While Gorsuch is younger than a typical Supreme Court nominee and widely considered “quite conservative,” President Obama had nominated someone widely regarded as a moderate and older than a typical Supreme Court nominee, which he called “a compromise in and of itself.”
“That’s how the super majority rule is supposed to work,” Keck said “but it seems like the Senate is not functioning like that at the moment.”
“If all cross party negotiation has completely broken down, then the 60 vote threshold, its’ hard to make it work,” he added.
How going nuclear will impact the Senate going forward remains unclear.
After Thursday’s vote to officially change the rules in the Senate to require only a simple majority vote to end a filibuster on nominations to the Supreme Court, senators were mixed on what the change would mean for their institution.
Some, like Senate Minority Leader Chuck Schumer, warned that invoking the nuclear option would “irrevocably” move the Senate from the careful, deliberative chamber the founders meant it to be.
“The cooling saucer of the Senate will get considerably hotter,” Schumer said on the Senate floor before the decisive vote on Thursday.
The statement evoked the perhaps apocryphal metaphor George Washington used to explain to Thomas Jefferson the need for two legislative chambers. The Senate, Washington apparently said, would temper extreme legislation sent to it from the House, just as people would pour coffee into a saucer to cool it before drinking.
But other lawmakers were more optimistic about how the Senate would respond to the nuclear option being invoked for Supreme Court nominees.
“I really don’t think that anything has changed,” Sen.

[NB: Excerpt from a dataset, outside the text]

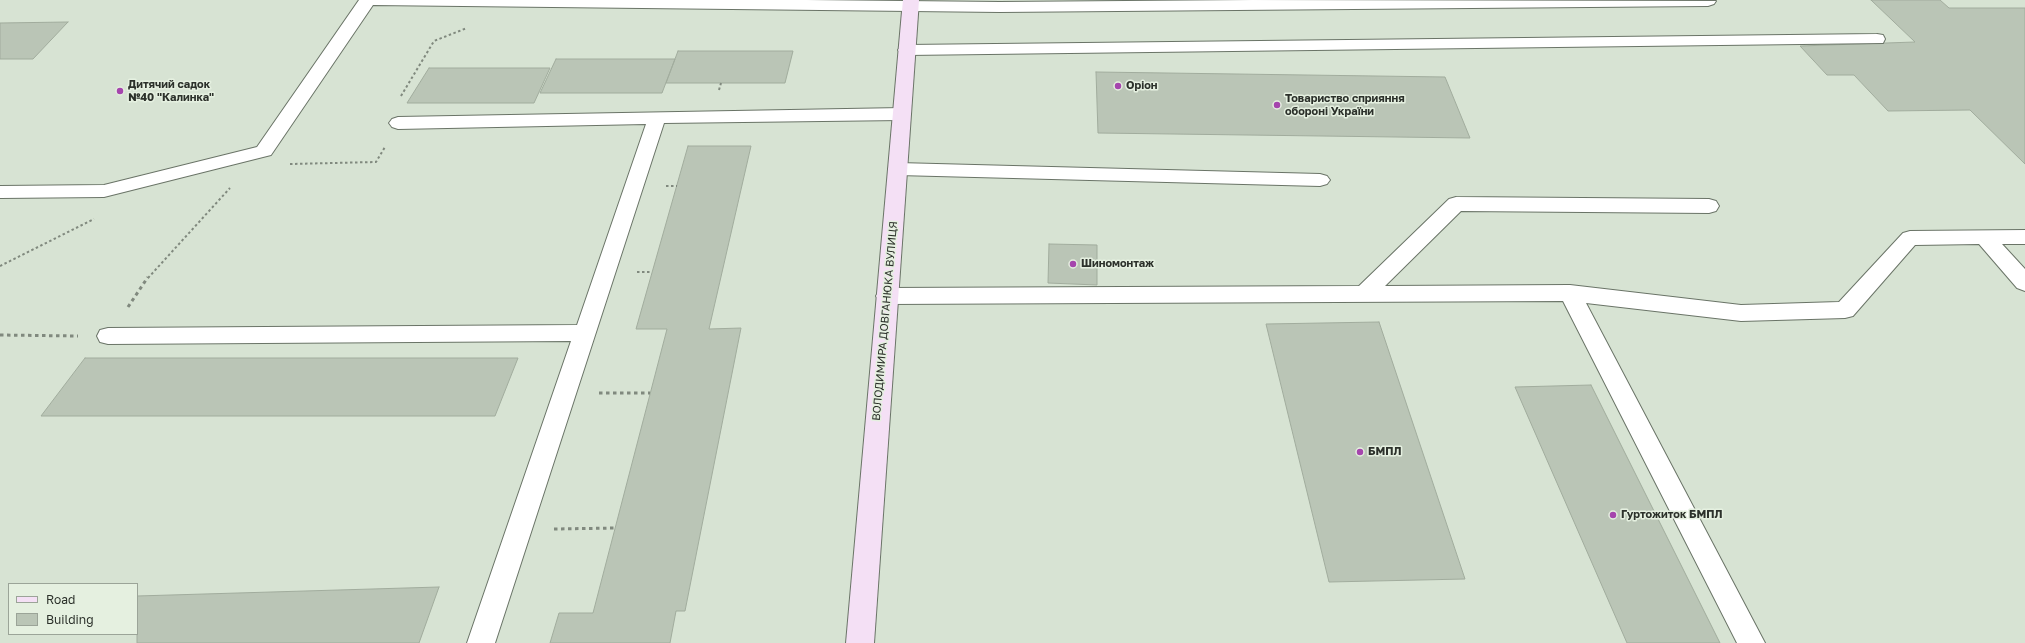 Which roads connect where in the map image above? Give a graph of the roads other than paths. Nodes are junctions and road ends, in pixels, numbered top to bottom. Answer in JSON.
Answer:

Ron Wyden, D-Ore., told reporters Thursday.
Wyden said he hopes the unprecedented move serves as a wake-up call for Washington that working on a strictly partisan basis is not a viable governing option. Sen. Dianne Feinstein, the top Democrat on the Senate Judiciary Committee was similarly optimistic about the potential impacts of going nuclear.
“We’ve been through hard times before, and there’s something in the Senate that eventually draws people together,” Feinstein told reporters Thursday. “Because we basically want to get things done, and that’s true on both sides. And so I think that natural – it’s not an urge, it’s the reason that we’re in this – comes forward.”
Sen. Ted Cruz, R-Texas, said the pressures that spurred Republicans to invoke the nuclear option, which he blamed on Democrats bowing to liberal special interests and the “far-left,” will do more damage long-term to the Senate than the measure Republicans passed Thursday ever would.
“The radical left is demanding of Democrats they obstruct everything,” Cruz said. “That is not good for the Senate, it’s not good for the country and I think in time it’s not going to be good for the Democratic party either.”
Instead of how lowering the threshold for Supreme Court filibusters will impact day-to-day work in the Senate, lawmakers were interested in the wake of the vote about what going nuclear would mean for the legislative filibuster, a tool seen as critical to preserving the minority party rights unique to the Senate.
Senate Majority Leader Mitch McConnell on Tuesday promised not to eliminate the filibuster for legislation, saying unlike filibusters for executive nominations, which are a relatively new concept, the legislative filibuster is “what makes the Senate the Senate.”
“There’s not a single senator in the majority who thinks we ought to change the legislative filibuster,” McConnell said Tuesday. “Not one.”
Wyden said he would take McConnell at his word that he would not move to eliminate the filibuster for legislation.
But Cruz seemed to hint McConnell’s confidence that nobody in his caucus supports the drastic measure might be misplaced, saying he would “wait and see how the facts develop” when asked if he supported keeping the filibuster in place.
“At this point there is not a majority for ending the legislative filibuster,” Cruz told reporters Thursday. “My hope is that Democrats will stop their unreasonable across the board obstruction and allow the Senate to operate.”